Berikut adalah hasil pengamatan saya.
Dalam
masyarakat yang wawasannya masih sangat terbatas. Bentuk penghinaan yang
paling dominan dilontarkan secara lisan adalah penggunaan kata dan
frasa sederhana (berunsur peyoratif) yang berhubungan dengan alat
kelamin atau aktivitas seksual, mulai dari yang ada dalam kamus bahasa
Indonesia maupun kamus bahasa asing yang populer digunakan (seperti
"titit", "kontol", "vagina", "dick", "penis", "fuck", "motherfucker")
atau kata-kata serupa dalam bahasa daerah (seperti "jancuk", "cukimai",
"puki", "ngentot") atau dalam bahasa slang (seperti "ngewe", "meki",
"kontil").
Selain kata dan frasa terkait alat kelamin
atau aktivitas seksual, sebagai alternatif umumnya digunakan kata atau
frasa yang berhubungan dengan penampilan fisik, profesi, tingkat
kecerdasan atau suku ras seseorang (seperti "kidal", "pincang", "item",
"birong", "idiot", "pelacur", "pecun", "matamu", "goblok", "bule",
"albino", "cina", "batak" dan "jawa").
Kategori
penghinaan berikutnya melibatkan sejumlah hewan yang tidak bersalah dan
seringkali tidak ada hubungannya pihak-pihak yang sedang beradu
argumentasi seperti "anjing", "babi" dan "monyet" (atau dalam bahasa
daerah seperti "tambi", "gudel", "cempe", "gendon" dan dalam bahasa
Inggris sering terdengar digunakan kata "pig" dan "chicken"). Saya
sendiri kurang paham mengapa hewan-hewan tersebut "dikorbankan".

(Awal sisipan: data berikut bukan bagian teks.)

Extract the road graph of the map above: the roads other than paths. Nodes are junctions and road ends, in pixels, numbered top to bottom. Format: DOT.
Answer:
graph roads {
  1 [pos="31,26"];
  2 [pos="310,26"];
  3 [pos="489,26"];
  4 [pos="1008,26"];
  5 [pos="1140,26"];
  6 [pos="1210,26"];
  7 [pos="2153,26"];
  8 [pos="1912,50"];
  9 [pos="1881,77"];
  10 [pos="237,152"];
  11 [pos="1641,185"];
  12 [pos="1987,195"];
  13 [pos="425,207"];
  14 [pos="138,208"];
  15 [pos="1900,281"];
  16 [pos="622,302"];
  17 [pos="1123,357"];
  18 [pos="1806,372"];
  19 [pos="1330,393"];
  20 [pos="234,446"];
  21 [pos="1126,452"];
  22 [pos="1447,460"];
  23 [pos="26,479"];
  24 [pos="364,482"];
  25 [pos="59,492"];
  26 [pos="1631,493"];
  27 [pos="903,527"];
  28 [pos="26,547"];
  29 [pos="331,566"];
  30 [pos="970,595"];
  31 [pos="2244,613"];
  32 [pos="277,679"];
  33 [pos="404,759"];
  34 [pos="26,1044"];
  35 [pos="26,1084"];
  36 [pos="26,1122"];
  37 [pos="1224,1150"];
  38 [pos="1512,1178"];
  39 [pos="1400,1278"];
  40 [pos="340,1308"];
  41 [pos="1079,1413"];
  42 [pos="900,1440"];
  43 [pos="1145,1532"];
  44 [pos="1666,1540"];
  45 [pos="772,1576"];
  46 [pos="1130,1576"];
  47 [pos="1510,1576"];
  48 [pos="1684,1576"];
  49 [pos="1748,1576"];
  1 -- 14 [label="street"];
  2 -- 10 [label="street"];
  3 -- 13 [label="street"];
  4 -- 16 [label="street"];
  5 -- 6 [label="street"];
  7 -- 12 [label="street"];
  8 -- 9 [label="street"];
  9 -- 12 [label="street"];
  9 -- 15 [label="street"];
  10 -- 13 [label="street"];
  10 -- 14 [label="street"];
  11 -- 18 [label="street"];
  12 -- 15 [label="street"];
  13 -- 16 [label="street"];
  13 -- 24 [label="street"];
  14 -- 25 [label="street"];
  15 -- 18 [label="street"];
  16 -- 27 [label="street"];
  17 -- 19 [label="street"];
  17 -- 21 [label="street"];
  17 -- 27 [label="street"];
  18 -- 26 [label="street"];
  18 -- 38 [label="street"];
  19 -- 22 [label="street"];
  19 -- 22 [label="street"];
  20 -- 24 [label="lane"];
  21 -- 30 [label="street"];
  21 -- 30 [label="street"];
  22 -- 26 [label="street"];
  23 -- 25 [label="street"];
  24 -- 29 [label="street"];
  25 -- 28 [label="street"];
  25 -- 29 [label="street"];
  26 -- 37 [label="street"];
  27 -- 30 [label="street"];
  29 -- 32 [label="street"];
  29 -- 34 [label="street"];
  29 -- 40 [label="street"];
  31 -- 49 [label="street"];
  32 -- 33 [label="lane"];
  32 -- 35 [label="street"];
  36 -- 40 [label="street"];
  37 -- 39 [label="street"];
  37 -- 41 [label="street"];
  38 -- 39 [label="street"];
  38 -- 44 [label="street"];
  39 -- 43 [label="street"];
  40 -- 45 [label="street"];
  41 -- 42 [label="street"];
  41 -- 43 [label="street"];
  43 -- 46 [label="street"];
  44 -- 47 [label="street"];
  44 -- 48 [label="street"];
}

Mungkinkah berhubungan dengan agama yang dianut oleh mereka yang sedang
beradu argumentasi?
Menurut saya, tiga kategori di atas
adalah bentuk penghinaan paling primitif dan ditemukan hampir di semua
tempat yang pernah saya tinggali maupun kunjungi. Agaknya si penghina
merasa itu adalah bentuk-bentuk penghinaan yang paling efektif dan bisa
langsung ke sasaran sehingga tidak mengherankan jika kata dan frasa
hinaan seperti itulah yang pertama kali diingat dalam sebuah bahasa yang
baru dipelajari. Seperti ketika seorang @syzwz mengajari saya kata
"kehed" ketika saya baru mengenal bahasa Sunda.
Namun
tentu saja bentuk penghinaan tersebut akan sangat membosankan karena
jumlah kata dan frasa yang digunakan sangatlah terbatas selain itu
banyak kata maupun frasa penghinaan primitif tersebut sudah menjadi
bumbu pelengkap sebuah konstruksi kalimat yang indah. Ingin bukti? Jika
Anda kebetulan berkunjung ke Bandung atau tinggal di Bandung dan sedang
berbincang dengan sahabat karib Anda, gunakan kata "anjing" dan "goblok"
sebagai pengganti tanda baca. Sebagai contoh "Eh goblok kemana aja
'njing" (di sini kata "goblok" digunakan sebagai koma dan kata "'njing"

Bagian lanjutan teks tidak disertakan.